Dataset entries
========

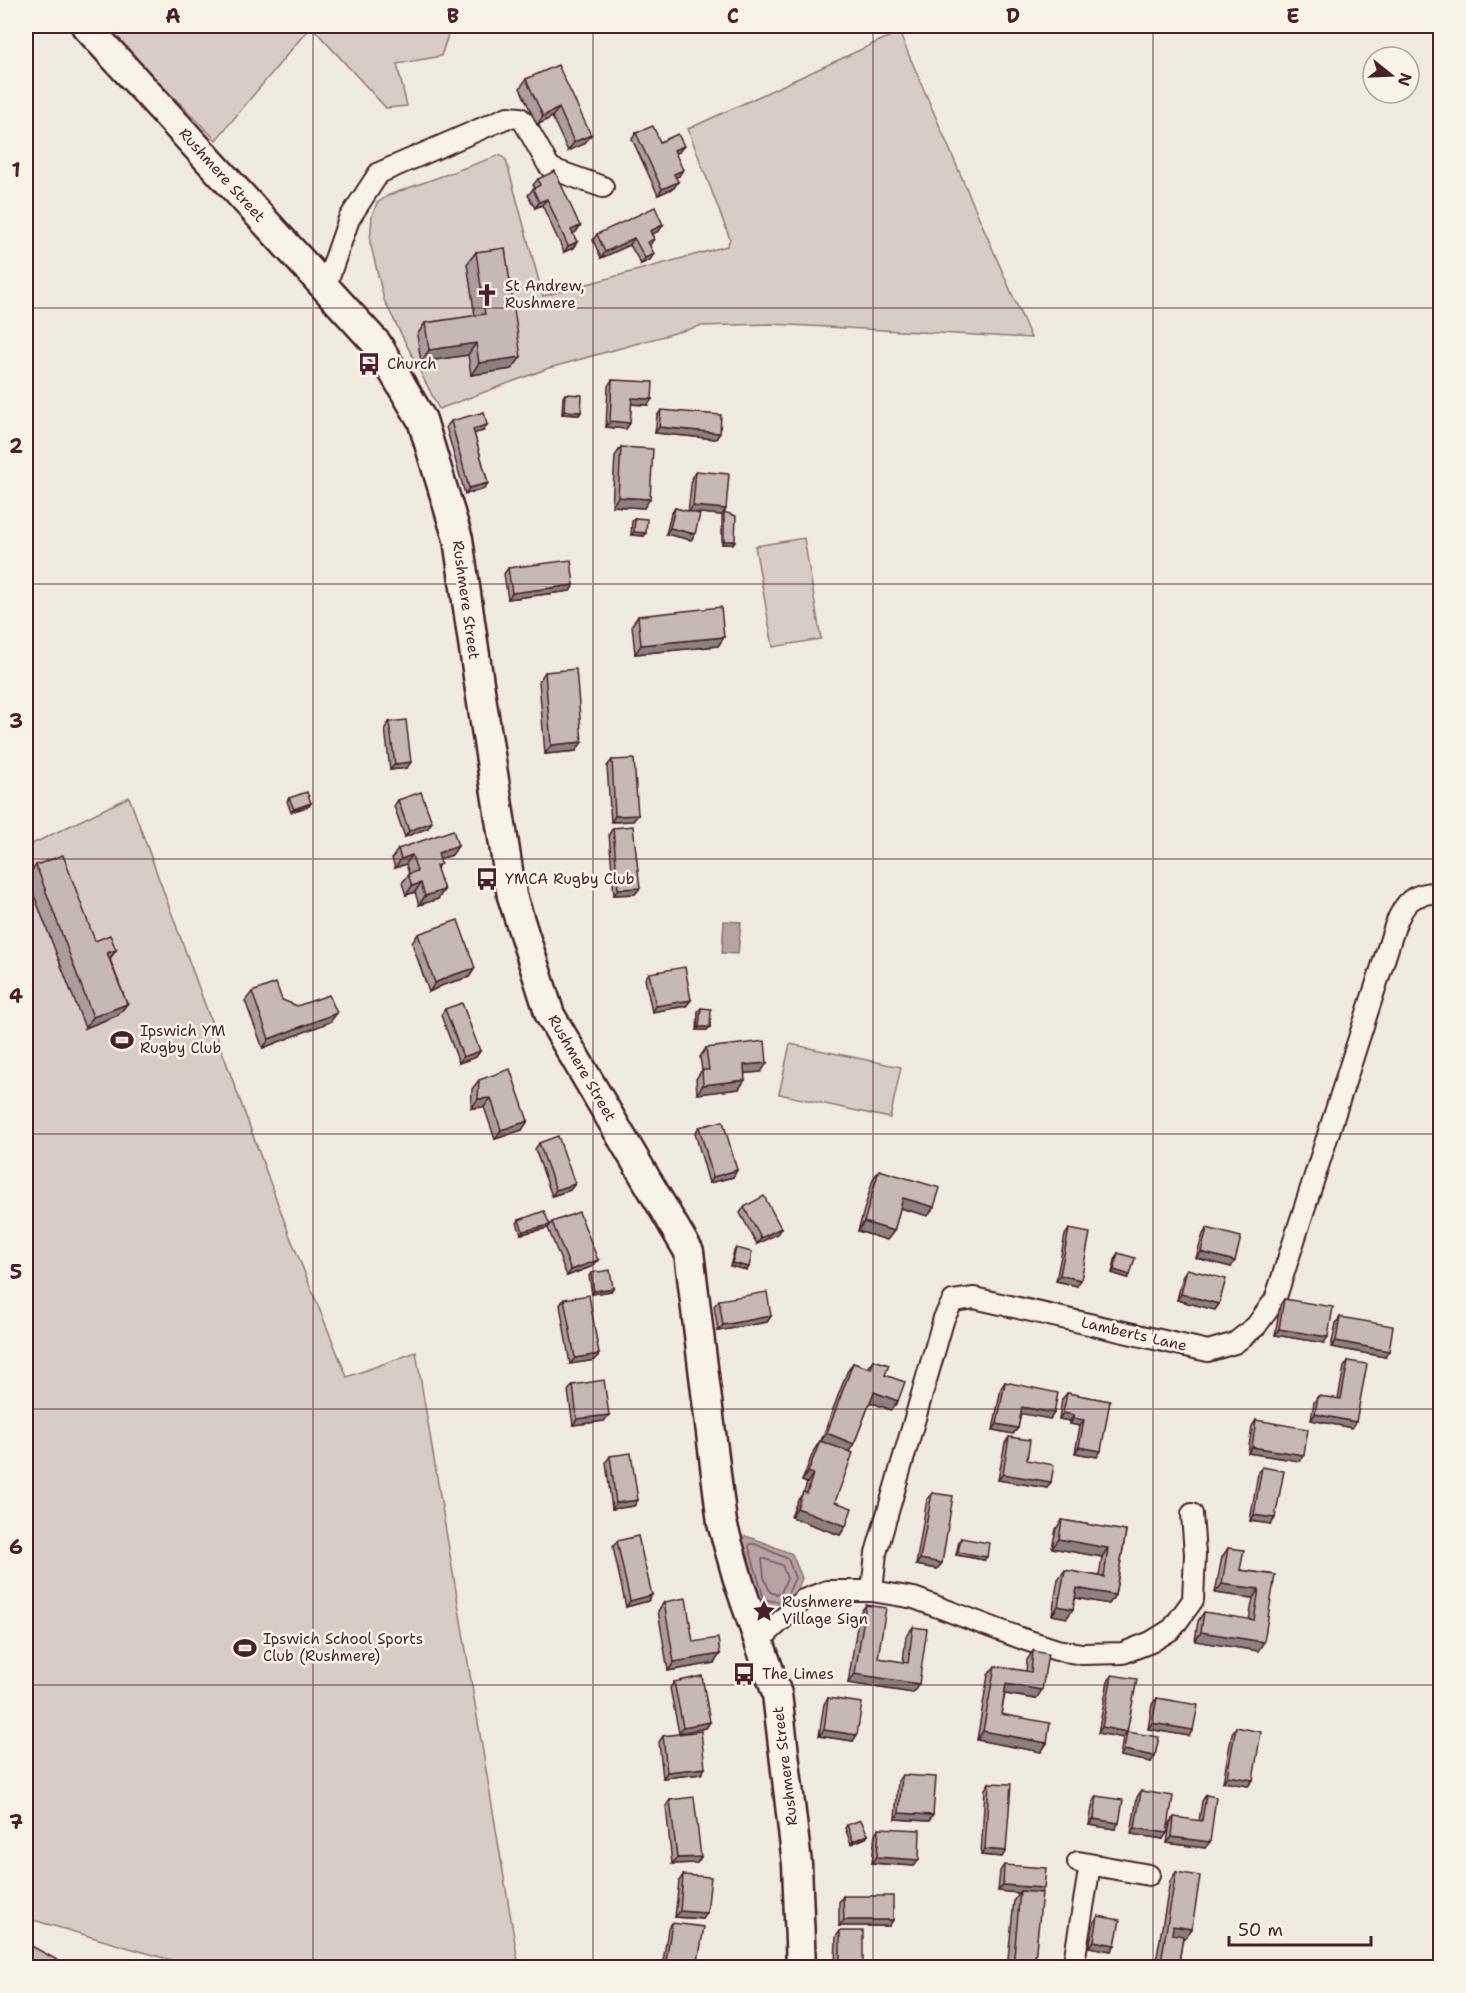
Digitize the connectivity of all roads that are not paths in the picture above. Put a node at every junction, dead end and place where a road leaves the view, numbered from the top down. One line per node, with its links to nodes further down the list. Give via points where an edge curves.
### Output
1 (86, 26): 3 (street, Rushmere Street)
2 (603, 187): 3 (street, via 552,169 524,122 508,117 379,173 349,219)
3 (325, 288): 7 (street, Rushmere Street, via 377,344 422,420 458,540 512,896 550,1015 689,1252 722,1523)
4 (1440, 893): 6 (street, Lamberts Lane, via 1415,897 1402,908 1275,1300 1256,1326 1235,1343 1208,1351 974,1298 953,1301 944,1318 876,1553)
5 (1192, 1514): 6 (street, via 1192,1600 1172,1629 1123,1653 1057,1650 914,1598)
6 (872, 1591): 7 (street, via 827,1591 803,1600)
7 (759, 1641): 9 (street, Rushmere Street, via 777,1694 797,1864)
8 (1149, 1875): 10 (street, via 1084,1863)
9 (801, 1968)
10 (1073, 1968)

========

Problem
Would you write out all of the records exactly, omitting the pictures?

Response
Digitize the connectivity of all roads that are not paths in the picture above. Put a node at every junction, dead end and place where a road leaves the view, numbered from the top down. One line per node, with its links to nodes further down the list. Give via points where an edge curves.
### Output
1 (86, 26): 3 (street, Rushmere Street)
2 (603, 187): 3 (street, via 552,169 524,122 508,117 379,173 349,219)
3 (325, 288): 7 (street, Rushmere Street, via 377,344 422,420 458,540 512,896 550,1015 689,1252 722,1523)
4 (1440, 893): 6 (street, Lamberts Lane, via 1415,897 1402,908 1275,1300 1256,1326 1235,1343 1208,1351 974,1298 953,1301 944,1318 876,1553)
5 (1192, 1514): 6 (street, via 1192,1600 1172,1629 1123,1653 1057,1650 914,1598)
6 (872, 1591): 7 (street, via 827,1591 803,1600)
7 (759, 1641): 9 (street, Rushmere Street, via 777,1694 797,1864)
8 (1149, 1875): 10 (street, via 1084,1863)
9 (801, 1968)
10 (1073, 1968)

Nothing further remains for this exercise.